The last five years in the markets have been nothing short of challenging, to say the least. Global economic headwinds have left investors and advisors alike, looking for ways to improve investment results and boost income while more effectively managing risk. As such, traditional stock and bond allocations are rapidly evolving to also include alternative asset classes such as REITs, commodities, currency funds, etc., which have historically provided diversification benefits. Until recently, one such “alternative asset class”, Master Limited Partnerships (MLPs), was largely unavailable to most investors in a liquid format. Today, MLP’s present an excellent opportunity for investors interested in income oriented strategies for their portfolio.
What are MLP’s?
Master Limited Partnerships are publicly traded companies that are integral to our country’s energy infrastructure. MLPs focus on energy infrastructure such as pipelines, refineries, oil and gas storage and transportation. They tend to be involved in businesses that generate predictable cash flow, and as a result their distributions to investors are similarly consistent. However, not all MLP’s are considered energy MLP’s. There are also partnerships in the real estate industry, mortgage industry, as well as investment and financial partnerships.
Energy MLP’s are typically involved in the “midstream” part of the energy sector, operating between the “upstream” (exploration and production) and “downstream” (refining and retail sales) segments. MLP’s operate nearly 400,000 miles of pipeline assets in the US and transport millions of gallons of petrochemicals each year.

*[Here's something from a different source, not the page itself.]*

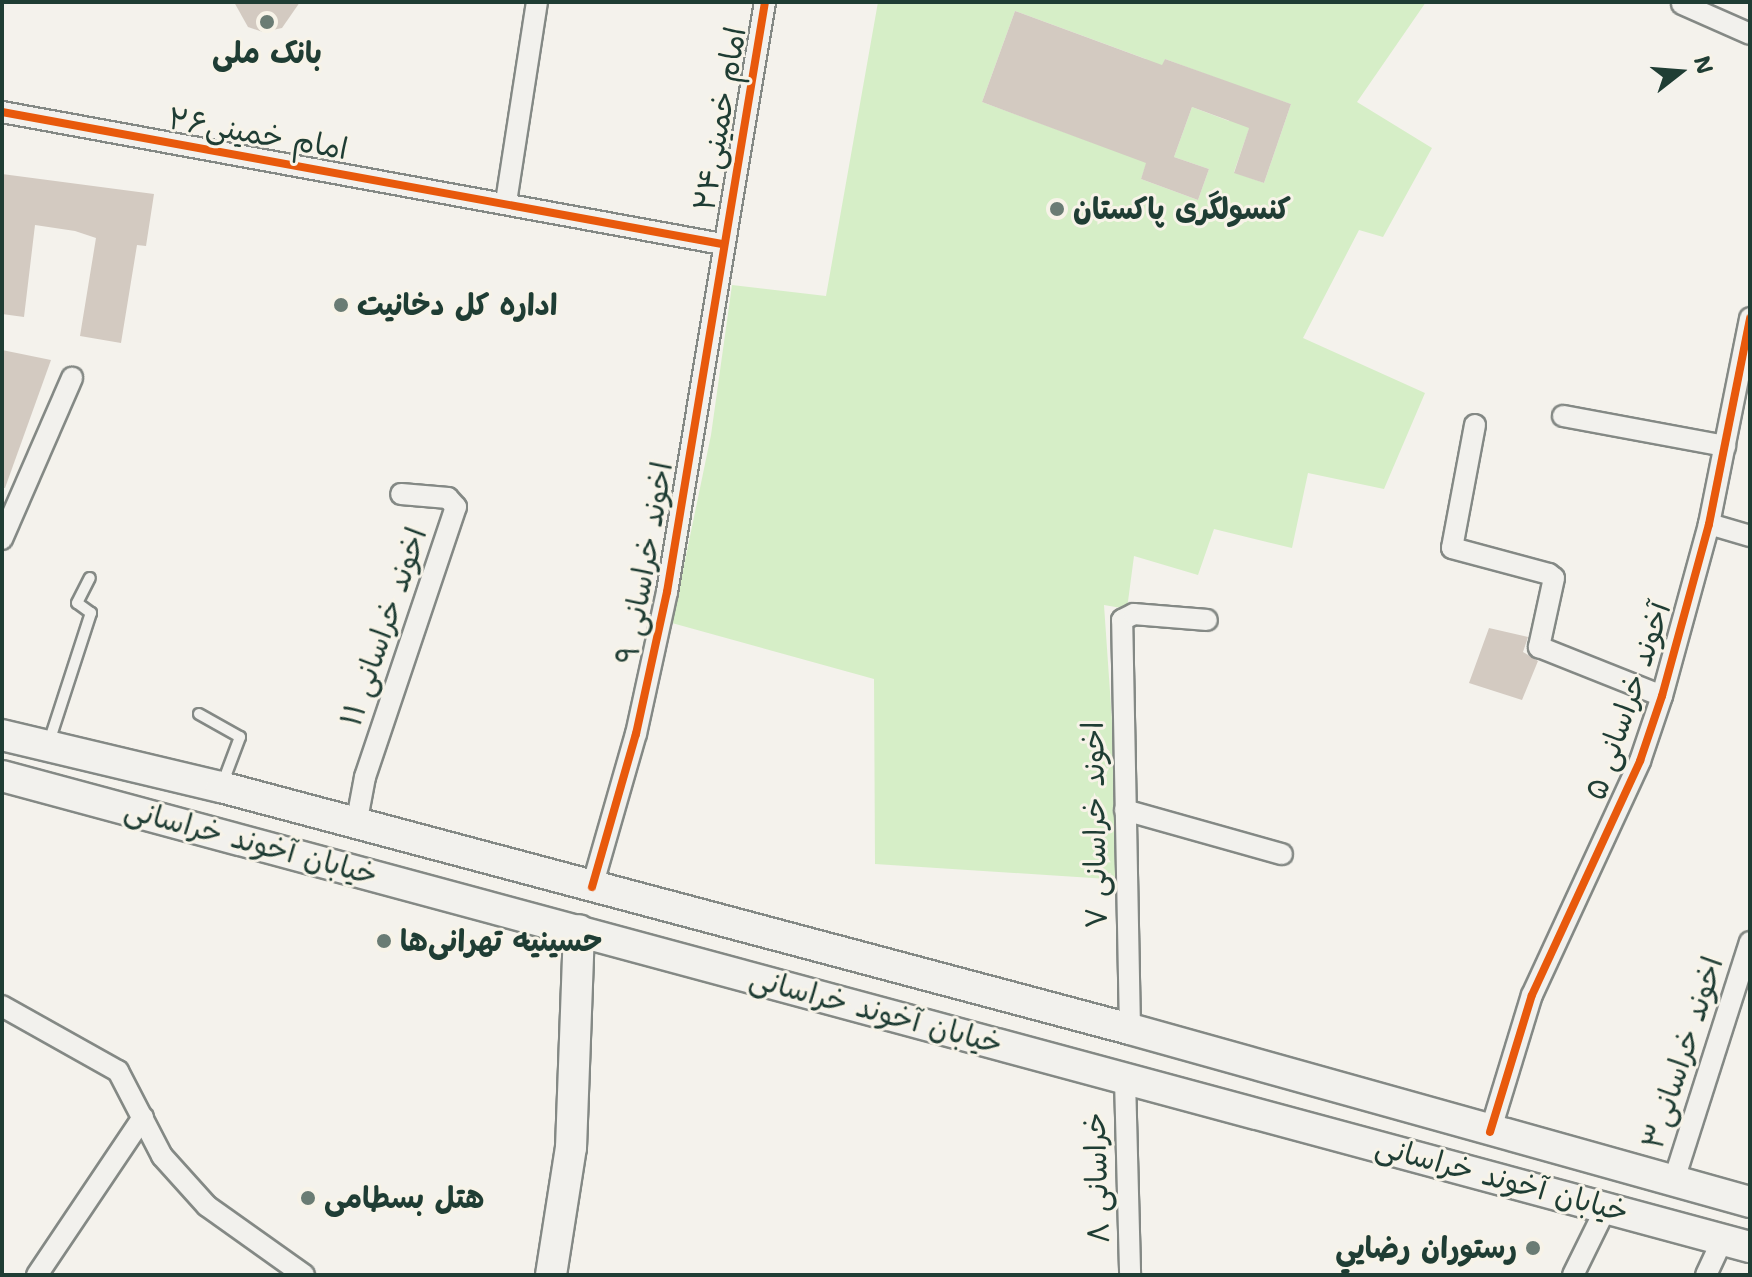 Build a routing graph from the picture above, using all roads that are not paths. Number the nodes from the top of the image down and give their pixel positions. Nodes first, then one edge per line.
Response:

You may think of these companies as the “toll collectors” of the energy industry, collecting fees from energy companies (think ExxonMobil, BP) for transporting, storing and processing petrochemicals ultimately sold to consumers.
MLP’s were created in the early 1980’s, the first was the Apache Oil Company. Today there are over ninety publicly traded MLP’s with a total market cap well above $300 billion. As energy demand continues to grow, the industry is expected to expand too and more and more energy companies are considering the MLP structure.
The attractive yields and strong cash flows of MLP’s are among some of the reasons why investors may want to consider adding this asset class to a portfolio. Historically speaking, MLP’s generate between 6-7% in annual yield. Compared to a yield of less than 2% for the S&P 500. The Alerian MLP Index has returned investors 17.6% annually on a total return basis from January 2000 to March 2012, while the S&P 500 delivered 2.5% per year during the same period. MLP’s represent minimal exposure to actual commodity price risk with only moderate sensitivity to most economic shifts. Further, MLP distributions have grown over time, thereby providing investors with an inflation hedge.
It’s worth noting that, like any investment, there are risks. For starters, investments concentrated in one economic sector, such as energy, experience greater volatility than more broadly based investments. The standard deviation (a measure of volatility) for this asset class is nearly 18% (January 2002 to December 2011). Comparatively, the standard deviation for the S&P 500 is nearly 16% for the same period. That said, MLP’s do offer diversification benefits, considering the correlation to the S&P 500 is 0.49. As a refresher, correlations range from -1 (perfect negative correlation) to +1 (perfect positive correlation). Investors can match asset classes with less than perfect positive correlation to reduce risk and increase return.
Exposure to MLP’s can be obtained by directly purchasing units on the exchanges, much like a stock. However, that means investors will have to contend with and accept individual company risks. Until recently, this was the only way to obtain exposure to this asset class. Today, there are alternatives. Perhaps a better option may be a more diversified basket of MLP’s by way of a mutual fund or ETF (for example the AMLP or EMLP exchange traded funds).
Generally speaking, Master Limited Partnerships are publicly traded partnerships where “unit holders” receive distributions of the operating income of the partnerships. Partnerships are an alternative to a corporation. Unlike investments with a corporation, distributions paid to unit holders are considered return of capital rather than the traditional ordinary income generated by corporations. By comparison, corporations pay their after tax earnings to shareholders in the form of dividends.
MLP’s are considered tax-advantaged entities that “pass-through” distributions to owners. They are called “pass through securities” because they are not taxed at the corporate level, but instead pass the income on to the unit-holders who pay the taxes. However, investors should be made aware that MLP’s distribute K-1’s (rather than 1099’s) for tax purposes, which may introduce some level of annoyance for you and your CPA (unless the MLP’s are held in an open-ended mutual fund or ETF structure).
In closing, if you are looking to add another “feather in your cap”, MLP’s may be worth a look. In a world of increasing interconnectedness, the inclusion of non-correlated assets in a portfolio can help investors dampen risk while enhancing returns. As global demands for energy continue to increase, MLP’s may provide investors opportunities for both growth and income.
Disclaimer: this article is for educational purposes only and should not be construed as individual investment advice. Any investment vehicles mentioned in this article are not intended to be endorsements. Consult with your financial professional and tax advisor regarding your specific situation.